▽
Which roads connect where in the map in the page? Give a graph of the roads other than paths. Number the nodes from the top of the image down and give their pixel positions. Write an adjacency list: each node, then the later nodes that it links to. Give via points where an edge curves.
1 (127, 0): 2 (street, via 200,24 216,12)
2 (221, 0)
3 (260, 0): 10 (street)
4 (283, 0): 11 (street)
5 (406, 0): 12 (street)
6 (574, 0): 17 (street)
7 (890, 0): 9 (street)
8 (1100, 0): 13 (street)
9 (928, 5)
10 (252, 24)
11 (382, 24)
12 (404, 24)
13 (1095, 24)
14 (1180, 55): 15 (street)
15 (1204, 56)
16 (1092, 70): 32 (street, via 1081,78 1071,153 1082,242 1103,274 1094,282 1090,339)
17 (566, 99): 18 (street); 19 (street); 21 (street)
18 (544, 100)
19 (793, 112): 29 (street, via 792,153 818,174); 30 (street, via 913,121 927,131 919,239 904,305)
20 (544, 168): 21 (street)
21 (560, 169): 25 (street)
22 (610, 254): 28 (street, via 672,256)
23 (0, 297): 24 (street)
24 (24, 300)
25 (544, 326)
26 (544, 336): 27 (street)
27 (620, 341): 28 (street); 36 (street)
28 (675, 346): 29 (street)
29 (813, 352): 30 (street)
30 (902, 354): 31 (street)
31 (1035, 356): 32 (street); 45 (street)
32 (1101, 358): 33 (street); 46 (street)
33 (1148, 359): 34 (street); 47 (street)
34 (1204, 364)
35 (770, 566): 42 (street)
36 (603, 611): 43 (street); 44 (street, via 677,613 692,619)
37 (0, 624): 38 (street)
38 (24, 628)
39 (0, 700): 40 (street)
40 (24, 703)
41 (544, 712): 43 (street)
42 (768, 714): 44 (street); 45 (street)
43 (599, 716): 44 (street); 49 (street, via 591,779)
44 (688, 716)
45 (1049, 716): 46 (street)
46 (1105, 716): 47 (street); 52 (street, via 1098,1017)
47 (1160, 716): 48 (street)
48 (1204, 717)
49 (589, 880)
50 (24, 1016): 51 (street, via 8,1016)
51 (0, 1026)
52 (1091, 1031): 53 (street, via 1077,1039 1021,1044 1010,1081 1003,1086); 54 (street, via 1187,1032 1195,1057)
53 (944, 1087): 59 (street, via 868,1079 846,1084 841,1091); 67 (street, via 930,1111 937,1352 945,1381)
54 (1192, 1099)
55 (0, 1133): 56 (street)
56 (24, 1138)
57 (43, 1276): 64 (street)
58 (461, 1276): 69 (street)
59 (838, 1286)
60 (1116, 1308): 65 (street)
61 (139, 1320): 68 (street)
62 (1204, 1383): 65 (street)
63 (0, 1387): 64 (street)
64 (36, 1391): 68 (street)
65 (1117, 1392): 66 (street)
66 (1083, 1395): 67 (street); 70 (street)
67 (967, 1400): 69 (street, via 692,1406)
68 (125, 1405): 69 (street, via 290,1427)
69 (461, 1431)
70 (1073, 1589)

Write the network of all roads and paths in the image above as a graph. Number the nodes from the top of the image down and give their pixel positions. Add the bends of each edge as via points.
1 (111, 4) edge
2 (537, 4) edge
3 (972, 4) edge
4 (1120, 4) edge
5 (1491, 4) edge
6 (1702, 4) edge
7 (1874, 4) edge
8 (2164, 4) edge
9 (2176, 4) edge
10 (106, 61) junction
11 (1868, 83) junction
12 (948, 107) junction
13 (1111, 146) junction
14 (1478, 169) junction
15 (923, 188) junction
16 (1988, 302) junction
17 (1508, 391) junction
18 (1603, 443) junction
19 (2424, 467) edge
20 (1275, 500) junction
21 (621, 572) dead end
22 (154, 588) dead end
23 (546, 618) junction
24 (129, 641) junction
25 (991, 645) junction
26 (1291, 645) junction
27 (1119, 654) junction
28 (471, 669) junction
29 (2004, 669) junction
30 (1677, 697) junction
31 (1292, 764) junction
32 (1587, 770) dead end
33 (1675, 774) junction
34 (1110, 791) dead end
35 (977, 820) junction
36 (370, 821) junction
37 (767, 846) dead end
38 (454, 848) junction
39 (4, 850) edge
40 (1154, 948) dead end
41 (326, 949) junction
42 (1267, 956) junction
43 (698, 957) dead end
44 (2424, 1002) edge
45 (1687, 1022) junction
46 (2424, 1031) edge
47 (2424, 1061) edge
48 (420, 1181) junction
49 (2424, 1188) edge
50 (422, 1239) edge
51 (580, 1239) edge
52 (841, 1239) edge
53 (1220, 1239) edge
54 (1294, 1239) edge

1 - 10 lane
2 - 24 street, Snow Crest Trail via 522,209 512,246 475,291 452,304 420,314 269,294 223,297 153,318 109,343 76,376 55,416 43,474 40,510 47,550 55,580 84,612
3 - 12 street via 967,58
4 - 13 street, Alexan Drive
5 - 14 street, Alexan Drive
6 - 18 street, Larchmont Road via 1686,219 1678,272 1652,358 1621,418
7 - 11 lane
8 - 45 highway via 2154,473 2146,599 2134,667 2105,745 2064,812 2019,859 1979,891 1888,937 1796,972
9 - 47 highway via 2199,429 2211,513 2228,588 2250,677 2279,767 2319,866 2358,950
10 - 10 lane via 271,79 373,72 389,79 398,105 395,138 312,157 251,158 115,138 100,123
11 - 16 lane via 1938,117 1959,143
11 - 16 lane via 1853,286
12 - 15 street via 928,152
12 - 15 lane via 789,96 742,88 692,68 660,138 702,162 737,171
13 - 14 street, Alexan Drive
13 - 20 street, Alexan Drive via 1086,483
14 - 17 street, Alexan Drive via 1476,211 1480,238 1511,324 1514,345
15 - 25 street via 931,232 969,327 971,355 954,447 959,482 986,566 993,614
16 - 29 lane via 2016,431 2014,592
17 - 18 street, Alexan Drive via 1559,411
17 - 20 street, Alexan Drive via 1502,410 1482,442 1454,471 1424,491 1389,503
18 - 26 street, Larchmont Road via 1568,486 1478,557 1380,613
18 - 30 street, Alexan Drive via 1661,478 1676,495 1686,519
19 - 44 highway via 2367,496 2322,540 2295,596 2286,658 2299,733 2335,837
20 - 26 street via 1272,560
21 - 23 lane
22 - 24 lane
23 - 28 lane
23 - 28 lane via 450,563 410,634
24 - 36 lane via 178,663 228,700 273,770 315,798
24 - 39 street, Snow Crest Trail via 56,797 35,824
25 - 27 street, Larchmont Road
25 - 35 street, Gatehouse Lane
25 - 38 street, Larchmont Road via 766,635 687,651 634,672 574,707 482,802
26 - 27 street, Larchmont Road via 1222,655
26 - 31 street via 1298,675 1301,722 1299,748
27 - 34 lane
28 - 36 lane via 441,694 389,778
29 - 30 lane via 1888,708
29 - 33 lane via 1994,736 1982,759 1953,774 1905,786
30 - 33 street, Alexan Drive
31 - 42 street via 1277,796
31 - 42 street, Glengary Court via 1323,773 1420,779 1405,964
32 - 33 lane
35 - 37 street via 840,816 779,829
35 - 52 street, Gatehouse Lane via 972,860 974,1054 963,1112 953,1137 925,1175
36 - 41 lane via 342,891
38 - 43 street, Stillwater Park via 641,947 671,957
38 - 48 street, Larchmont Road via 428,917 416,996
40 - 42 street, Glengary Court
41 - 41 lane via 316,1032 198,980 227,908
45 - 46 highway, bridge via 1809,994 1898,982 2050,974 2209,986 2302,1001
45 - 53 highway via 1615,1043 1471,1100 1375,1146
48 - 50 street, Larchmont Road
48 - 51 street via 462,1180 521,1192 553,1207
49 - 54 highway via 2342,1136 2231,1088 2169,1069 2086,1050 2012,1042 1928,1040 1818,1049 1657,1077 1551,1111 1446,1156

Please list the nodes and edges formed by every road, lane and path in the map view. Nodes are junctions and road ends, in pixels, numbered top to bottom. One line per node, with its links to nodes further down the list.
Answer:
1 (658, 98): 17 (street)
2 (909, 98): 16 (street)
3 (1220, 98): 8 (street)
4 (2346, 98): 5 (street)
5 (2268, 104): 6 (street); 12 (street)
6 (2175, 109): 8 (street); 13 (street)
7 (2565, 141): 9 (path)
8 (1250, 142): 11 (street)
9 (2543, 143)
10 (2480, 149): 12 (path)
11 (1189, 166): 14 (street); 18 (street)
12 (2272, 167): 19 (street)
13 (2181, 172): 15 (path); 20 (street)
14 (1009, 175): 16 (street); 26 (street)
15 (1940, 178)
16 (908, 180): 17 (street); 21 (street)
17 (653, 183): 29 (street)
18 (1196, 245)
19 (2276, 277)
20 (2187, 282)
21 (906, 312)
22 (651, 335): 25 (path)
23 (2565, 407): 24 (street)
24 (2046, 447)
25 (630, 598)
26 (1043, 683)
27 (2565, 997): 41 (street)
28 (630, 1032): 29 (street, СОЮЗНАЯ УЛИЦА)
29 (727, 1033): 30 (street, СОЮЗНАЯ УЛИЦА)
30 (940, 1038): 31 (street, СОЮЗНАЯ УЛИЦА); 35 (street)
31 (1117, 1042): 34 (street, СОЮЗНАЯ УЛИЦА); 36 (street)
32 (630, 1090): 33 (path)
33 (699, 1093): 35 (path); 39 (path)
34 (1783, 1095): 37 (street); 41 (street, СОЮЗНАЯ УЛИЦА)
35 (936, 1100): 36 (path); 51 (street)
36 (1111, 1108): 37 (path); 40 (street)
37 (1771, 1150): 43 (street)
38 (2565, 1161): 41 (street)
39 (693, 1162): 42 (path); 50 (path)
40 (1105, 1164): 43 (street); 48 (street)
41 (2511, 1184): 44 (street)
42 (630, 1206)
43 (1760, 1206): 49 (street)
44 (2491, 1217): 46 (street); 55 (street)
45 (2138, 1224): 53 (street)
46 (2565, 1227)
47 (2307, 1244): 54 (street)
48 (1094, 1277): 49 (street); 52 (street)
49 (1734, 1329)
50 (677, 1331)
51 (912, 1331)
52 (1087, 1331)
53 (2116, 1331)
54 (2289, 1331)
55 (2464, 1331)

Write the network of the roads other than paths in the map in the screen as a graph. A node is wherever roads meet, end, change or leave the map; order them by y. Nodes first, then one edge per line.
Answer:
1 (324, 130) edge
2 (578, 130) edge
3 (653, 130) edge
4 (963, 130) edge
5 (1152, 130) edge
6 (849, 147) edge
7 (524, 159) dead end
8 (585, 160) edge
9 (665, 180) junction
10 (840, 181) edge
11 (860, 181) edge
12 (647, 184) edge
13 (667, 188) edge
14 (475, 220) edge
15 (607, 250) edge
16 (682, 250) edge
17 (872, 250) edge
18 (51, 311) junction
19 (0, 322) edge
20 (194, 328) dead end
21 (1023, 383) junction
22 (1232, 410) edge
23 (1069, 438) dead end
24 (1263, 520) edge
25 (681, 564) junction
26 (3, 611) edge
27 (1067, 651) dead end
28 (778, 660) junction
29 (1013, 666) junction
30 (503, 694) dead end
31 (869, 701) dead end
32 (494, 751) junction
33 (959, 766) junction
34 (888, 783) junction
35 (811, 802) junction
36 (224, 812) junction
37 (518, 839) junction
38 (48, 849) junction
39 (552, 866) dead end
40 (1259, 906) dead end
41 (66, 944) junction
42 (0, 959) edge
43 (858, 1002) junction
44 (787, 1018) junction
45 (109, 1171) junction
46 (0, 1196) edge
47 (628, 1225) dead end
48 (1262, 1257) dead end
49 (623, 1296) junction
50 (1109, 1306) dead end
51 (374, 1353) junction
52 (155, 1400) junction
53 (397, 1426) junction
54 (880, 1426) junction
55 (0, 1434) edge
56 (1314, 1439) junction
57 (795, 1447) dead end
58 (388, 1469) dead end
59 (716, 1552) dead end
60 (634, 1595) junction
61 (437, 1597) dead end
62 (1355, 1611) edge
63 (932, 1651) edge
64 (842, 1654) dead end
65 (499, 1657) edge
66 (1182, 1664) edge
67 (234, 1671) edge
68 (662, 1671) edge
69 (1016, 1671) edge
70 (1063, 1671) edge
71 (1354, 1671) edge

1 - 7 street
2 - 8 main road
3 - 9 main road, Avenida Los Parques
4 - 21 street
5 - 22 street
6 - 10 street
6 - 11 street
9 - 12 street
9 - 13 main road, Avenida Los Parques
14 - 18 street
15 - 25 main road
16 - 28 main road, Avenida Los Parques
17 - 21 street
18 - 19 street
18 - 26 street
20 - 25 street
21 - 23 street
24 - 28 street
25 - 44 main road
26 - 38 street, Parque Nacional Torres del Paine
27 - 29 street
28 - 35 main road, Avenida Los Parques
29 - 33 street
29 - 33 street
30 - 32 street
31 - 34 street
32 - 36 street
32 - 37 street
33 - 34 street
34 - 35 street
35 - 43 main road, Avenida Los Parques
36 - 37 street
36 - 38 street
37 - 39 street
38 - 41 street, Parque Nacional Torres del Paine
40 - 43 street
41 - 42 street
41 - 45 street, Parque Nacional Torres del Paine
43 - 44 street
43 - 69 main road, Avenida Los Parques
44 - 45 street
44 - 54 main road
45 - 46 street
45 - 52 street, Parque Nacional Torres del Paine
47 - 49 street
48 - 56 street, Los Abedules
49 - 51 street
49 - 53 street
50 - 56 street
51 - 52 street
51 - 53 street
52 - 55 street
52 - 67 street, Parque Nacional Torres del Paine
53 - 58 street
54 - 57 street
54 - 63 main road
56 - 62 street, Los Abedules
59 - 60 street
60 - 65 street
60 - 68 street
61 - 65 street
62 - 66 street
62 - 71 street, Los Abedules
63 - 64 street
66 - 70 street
△
### WHAT TO PRODUCE
The expected output is every line from the material above where "Glengary" can be found.

### TASK ANSWER
31 - 42 street, Glengary Court via 1323,773 1420,779 1405,964
40 - 42 street, Glengary Court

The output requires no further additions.